In addition to maintaining BMPs, which are almost always on common elements, many communities have rivers and streams that meander through them. Rivers and streams constantly change — creating land and washing land away. Rivers and streams that flow in and out of the common elements and lots are generally not the responsibility of the association, absent the association making an unreasonable use of the river or stream. Associations are generally not responsible for taking extreme measures to prevent the "avulsion" of an owner's land just because a portion of the river or stream at one point ran through the common elements. The association is no more an owner of such body of water than are other upstream and downstream property owners.

§ 6.02.02. Damage to Common Elements and Lots

Like other property, if damage is caused to the common elements, the association may have recourse against the person(s) causing the damage.15 The PCA has a specific procedure for assessing damages caused by an owner to the common elements against the owner. The procedure only applies to owners in the community that damage the common elements.16 However, it has no application to owners from outside the jurisdiction of the community who cause damage to the common elements. Claims for damages to common elements caused by third parties who are not owners would be governed by common law.17

Under the PCA, if an owner damages any portion of the common elements, the association has two options: (a) it can direct the lot owner to repair the damage; or (b) the association can make the repairs itself and recover damages from the responsible lot owner.18 If the cost to repair the common elements (or the lot) is more than the amount established for small claims, then the liability of the owner is determined as "provided by law." In these cases, the common law for damage to property would govern. In North Carolina, an owner is entitled to recover damages for the loss he has sustained, if that loss was connected immediately with the act of the defendant.19

If the damage to the common elements is less than the amount established for small claims, then any aggrieved party (either the owner or the association) may request a hearing before an adjudicatory panel (if appointed) or the executive board itself if no such panel exists.20 The panel (or the board itself) may assess liability for the damage against the lot owner or against the association not in excess of the jurisdictional amount established for small claims by N.C.G.S. § 7A-210.21 In the situation where damage is inflicted on a lot by the association's agents, this puts the board in the awkward position of having to assess damages against itself.22 If the damage is to the lot, the liability of the association may be offset by the lot owner against sums owing to the association (i.e., assessments), and if so offset, can reduce the amount of any lien of the association against the lot at issue.23 The association's claim against the owner is deemed an assessment secured by lien under N.C.G.S. § 47F-3-116.24

§ 6.02.03. Limited Common Elements

Limited common elements in a planned community means a portion of the common elements allocated by the declaration or by operation of law for the exclusive use of one or more but fewer than all of the lots.25 This can be a deck, patio, porch or other structure that is affixed to the main portion of the dwelling. In fact, the object need not be affixed to the dwelling. The only requirement under the PCA is that the object in question be for the "exclusive use of one or more but fewer than all of the lots." Thus, a shared driveway or alley could be designated as a limited common element as well.

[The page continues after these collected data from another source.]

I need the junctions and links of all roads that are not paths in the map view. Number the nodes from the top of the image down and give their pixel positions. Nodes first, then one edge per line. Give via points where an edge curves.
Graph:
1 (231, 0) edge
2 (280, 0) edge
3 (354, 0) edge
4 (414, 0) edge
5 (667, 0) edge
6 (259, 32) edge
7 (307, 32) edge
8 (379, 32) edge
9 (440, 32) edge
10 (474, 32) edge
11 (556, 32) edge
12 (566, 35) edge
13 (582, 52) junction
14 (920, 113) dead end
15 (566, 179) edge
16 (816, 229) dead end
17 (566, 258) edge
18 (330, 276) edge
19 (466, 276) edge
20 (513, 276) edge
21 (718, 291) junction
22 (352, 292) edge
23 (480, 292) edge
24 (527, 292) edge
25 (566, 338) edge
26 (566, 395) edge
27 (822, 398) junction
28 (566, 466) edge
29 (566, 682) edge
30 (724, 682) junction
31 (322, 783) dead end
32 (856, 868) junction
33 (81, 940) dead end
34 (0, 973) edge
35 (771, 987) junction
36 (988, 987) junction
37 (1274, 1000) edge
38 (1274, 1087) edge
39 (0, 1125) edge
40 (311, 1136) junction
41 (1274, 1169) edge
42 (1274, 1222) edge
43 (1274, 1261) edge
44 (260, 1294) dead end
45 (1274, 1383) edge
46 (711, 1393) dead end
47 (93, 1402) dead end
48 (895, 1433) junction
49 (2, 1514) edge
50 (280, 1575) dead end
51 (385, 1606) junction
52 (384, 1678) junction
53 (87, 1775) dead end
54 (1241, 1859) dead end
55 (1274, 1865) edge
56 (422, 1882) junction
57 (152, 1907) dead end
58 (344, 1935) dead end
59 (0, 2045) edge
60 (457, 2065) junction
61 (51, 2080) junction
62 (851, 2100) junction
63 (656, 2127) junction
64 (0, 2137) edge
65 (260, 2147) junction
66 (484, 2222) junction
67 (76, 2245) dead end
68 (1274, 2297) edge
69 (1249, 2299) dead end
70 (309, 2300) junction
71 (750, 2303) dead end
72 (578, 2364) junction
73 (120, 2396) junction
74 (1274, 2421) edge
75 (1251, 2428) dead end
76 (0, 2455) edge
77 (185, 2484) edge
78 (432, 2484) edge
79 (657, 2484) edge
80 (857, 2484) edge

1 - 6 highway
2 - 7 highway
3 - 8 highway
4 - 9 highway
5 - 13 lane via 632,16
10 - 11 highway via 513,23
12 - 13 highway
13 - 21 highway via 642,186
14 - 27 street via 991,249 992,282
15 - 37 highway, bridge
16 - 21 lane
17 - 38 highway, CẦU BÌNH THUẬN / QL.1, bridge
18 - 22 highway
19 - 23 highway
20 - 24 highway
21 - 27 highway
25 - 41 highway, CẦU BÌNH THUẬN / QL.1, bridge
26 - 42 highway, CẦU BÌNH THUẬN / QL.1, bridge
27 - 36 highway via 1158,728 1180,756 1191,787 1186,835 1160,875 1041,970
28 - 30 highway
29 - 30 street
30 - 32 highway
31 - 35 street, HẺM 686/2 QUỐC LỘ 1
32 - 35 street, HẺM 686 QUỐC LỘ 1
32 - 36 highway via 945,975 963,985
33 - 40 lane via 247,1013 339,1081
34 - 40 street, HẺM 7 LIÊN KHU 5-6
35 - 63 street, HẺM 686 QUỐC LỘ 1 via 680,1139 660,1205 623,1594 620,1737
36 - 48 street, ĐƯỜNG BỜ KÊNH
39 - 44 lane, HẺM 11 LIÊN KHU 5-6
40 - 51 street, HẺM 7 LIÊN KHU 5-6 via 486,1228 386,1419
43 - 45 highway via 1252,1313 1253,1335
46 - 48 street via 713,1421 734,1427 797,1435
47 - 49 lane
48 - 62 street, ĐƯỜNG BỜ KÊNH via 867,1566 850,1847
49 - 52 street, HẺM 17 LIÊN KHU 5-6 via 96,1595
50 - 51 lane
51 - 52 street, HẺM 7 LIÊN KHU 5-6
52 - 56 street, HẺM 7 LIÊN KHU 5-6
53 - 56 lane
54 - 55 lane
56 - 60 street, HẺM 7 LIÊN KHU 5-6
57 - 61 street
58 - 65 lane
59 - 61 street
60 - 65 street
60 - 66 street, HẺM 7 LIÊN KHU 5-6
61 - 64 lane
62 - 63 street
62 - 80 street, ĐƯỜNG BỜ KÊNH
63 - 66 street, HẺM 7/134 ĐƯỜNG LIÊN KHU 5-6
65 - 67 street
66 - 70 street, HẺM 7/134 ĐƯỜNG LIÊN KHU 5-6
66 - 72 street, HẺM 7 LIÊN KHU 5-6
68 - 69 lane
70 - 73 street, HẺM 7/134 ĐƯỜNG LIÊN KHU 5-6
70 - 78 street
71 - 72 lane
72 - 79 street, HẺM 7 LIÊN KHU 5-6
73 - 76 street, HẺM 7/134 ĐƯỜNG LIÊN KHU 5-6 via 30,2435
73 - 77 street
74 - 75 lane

One of the distinguishing characteristics between a common element and a limited common element, is that all owners pay for the maintenance, upkeep and repair of the common elements, whereas the PCA allows for the declaration to compel only those owners who "exclusively" use limited common elements to pay for its maintenance, upkeep and repair. Further, while all owners usually have an easement over the common elements, less than all of the owners have a right to use the limited common elements. The PCA requires that the costs of maintenance, repair, or replacement of a limited common element shall be assessed as provided in N.C.G.S. § 47F-3-115(c)(1).26 N.C.G.S. § 47F-3-115(c)(1) states that any common expense associated with the maintenance, repair, or replacement of a limited common element shall (to the extent required by the declaration) be assessed against the lots to which that limited common element is assigned, equally, or in any other proportion that the declaration provides. Thus, to the extent limited common elements exist that the association maintains, the costs of such maintenance is allocated to the owners who enjoy the...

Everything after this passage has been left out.